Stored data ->
▽
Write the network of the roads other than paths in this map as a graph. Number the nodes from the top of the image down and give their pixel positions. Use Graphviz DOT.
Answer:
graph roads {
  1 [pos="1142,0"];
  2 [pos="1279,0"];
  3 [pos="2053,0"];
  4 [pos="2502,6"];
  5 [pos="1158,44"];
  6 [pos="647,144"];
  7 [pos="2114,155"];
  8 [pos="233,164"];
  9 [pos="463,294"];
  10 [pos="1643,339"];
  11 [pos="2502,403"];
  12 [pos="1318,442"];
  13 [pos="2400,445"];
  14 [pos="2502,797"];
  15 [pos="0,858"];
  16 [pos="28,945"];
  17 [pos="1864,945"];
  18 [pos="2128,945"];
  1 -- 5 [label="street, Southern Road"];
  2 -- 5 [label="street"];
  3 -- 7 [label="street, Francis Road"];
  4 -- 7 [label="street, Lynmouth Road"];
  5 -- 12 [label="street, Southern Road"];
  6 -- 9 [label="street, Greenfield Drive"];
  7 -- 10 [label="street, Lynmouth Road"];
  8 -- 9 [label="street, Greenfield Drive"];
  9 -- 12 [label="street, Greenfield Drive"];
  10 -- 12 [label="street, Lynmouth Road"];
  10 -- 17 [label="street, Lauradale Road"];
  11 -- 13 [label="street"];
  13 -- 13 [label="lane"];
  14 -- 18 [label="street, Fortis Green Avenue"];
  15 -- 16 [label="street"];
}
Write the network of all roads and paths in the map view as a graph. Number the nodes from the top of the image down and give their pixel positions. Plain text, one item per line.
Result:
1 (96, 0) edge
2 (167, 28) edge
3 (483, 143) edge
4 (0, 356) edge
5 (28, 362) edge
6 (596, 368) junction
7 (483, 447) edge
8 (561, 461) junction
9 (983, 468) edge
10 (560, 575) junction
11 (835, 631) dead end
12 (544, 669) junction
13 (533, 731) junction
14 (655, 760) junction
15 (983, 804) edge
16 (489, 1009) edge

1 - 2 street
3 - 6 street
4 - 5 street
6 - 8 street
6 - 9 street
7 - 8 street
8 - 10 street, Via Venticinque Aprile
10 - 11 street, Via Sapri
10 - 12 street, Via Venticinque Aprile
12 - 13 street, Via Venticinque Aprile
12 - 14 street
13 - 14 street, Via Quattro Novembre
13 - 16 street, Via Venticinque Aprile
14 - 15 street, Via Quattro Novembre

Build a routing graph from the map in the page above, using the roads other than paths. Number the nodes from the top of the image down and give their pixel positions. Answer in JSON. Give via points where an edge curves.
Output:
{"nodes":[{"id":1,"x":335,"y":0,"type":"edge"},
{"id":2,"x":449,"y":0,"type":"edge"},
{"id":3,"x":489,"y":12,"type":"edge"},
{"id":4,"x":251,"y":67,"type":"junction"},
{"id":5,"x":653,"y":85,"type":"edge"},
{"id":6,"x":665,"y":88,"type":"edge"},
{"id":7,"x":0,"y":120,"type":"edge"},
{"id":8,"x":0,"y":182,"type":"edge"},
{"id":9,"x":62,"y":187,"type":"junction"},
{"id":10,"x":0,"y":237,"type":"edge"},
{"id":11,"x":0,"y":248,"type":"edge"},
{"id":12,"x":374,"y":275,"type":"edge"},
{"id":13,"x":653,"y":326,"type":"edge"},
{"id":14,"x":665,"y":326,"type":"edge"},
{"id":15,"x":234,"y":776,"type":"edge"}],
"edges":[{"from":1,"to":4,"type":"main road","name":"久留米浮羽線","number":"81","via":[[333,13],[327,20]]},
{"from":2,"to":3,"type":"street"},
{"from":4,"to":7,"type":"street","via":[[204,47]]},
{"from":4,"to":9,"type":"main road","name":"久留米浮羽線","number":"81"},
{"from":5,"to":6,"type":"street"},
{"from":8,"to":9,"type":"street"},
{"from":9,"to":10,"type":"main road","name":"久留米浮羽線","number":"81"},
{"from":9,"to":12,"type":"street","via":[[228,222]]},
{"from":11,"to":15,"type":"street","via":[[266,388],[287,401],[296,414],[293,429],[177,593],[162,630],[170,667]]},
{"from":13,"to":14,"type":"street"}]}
△
What is the number of lines above that contain the word "Write"? Answer with that number only.

Answer space -> 2